Although divorce is not allowed under Philippine law, prenuptial agreements are permissible to “fix the property relations during the marriage within the limits provided by this Code.”
Article 1 of the Family Code of the Philippines provides that, “Marriage is a special contract of permanent union between a man and a woman entered into in accordance with law for the establishment of conjugal and family life. It is the foundation of the family and an inviolable social institution whose nature, consequences, and incidents are governed by law and not subject to stipulation, except that marriage settlements may fix the property relations during the marriage within the limits provided by this Code.” The Family Code, otherwise known as Executive Order No. 209, took effect in 1988.
The Family Code provides that a regime of absolute community of property applies automatically upon marriage. However, that regime is subordinate to the terms of a valid prenuptial agreement.
Thus the Code specifies that “Unless otherwise provided in this Chapter or in the marriage settlements, the community property shall consist of all the property owned by the spouses at the time of the celebration of the marriage or acquired thereafter.” Article 91. Certain specified items are excluded from the default regime of community property but the burden is on the party asserting that an item is excluded to prove that such is the case. (Articles 92 and 93).

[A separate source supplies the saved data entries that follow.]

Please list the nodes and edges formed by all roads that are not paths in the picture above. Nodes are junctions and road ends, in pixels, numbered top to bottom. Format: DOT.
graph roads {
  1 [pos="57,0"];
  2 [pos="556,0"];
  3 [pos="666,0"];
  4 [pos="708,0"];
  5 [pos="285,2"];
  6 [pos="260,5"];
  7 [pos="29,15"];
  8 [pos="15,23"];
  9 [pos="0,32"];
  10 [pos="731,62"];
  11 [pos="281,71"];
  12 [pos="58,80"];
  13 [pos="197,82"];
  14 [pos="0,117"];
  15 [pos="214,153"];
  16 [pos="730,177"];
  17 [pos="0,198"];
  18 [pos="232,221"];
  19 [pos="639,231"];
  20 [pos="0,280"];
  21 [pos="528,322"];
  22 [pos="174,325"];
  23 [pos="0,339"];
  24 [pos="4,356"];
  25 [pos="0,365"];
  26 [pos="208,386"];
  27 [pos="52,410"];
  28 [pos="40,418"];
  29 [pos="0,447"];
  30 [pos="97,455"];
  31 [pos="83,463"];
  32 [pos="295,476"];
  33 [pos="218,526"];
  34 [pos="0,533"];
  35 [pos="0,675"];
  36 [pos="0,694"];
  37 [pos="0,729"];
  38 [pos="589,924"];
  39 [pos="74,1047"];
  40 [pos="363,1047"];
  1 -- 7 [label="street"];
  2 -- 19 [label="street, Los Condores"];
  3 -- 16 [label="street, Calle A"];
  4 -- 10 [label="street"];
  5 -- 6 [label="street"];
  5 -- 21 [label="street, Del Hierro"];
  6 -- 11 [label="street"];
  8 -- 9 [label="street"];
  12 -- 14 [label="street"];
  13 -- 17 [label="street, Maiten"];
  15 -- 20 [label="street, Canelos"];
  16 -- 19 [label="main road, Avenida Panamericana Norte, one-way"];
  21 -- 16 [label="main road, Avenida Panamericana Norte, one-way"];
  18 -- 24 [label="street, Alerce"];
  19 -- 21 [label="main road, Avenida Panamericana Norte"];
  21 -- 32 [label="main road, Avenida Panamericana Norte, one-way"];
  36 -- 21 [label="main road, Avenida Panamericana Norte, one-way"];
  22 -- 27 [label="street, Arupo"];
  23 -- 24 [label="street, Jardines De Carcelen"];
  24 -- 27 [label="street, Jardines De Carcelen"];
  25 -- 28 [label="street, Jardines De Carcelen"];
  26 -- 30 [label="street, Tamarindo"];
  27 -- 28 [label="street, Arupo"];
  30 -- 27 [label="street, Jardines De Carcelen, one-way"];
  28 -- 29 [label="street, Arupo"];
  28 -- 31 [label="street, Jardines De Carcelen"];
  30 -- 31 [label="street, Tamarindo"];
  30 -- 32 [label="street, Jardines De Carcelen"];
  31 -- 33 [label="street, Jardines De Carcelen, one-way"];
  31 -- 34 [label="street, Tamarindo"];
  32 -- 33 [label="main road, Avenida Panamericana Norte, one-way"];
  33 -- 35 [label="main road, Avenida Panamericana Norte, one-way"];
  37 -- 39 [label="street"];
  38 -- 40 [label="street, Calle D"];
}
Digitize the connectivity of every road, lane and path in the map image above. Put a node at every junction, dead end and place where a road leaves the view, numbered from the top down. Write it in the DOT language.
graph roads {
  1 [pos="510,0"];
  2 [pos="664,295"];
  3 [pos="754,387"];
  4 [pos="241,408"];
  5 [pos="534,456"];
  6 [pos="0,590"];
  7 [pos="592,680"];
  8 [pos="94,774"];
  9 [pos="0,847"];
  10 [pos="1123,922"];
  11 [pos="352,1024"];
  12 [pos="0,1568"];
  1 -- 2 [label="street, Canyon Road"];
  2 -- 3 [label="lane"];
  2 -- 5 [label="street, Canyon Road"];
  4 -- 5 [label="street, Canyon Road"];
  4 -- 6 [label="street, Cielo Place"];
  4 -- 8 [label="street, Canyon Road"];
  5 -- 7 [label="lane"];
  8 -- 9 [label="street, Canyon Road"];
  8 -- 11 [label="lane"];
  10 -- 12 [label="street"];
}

A prenuptial agreement may contain such terms as the parties wish to govern their affairs. However, the Family Code provides for certain specific regimes that the parties may choose to adopt, these being:
The regime of Conjugal Partnership of Gains, whereby the husband and wife place in a common fund the proceeds, products, fruits and income from their separate properties and those acquired by either or both spouses through their efforts or by chance, and, upon dissolution of the marriage or of the partnership, the net gains or benefits obtained by either or both spouses shall be divided equally between them, unless otherwise agreed in the marriage settlements; and
The regime of Separation of Property, whereby each spouse shall own, dispose of, possess, administer and enjoy his or her own separate estate, without need of the consent of the other, and which may refer to present or future property or both and which may be total or partial.
Prenuptial agreements must be entered into voluntarily. They should be in writing. They can be set aside for lack of consent, fraud, coercion, mistake, undue influence or bad faith. In order to be effective against third persons, they must be notarized and recorded in the Registry of Property for the Protection of Creditors and in the local civil registry.
A prenuptial agreement may stipulate as to what law will determine the parties' property relations. Absent such a choice of law clause the law of the Philippines will govern such matters if one spouse is a Filipino citizen. However, the laws of the Philippines will not apply to property located outside the Philippines. Article 16 of the Civil Code of the Philippines provides that, "Real property as well as personal property is subject to the law of the country where it is situated."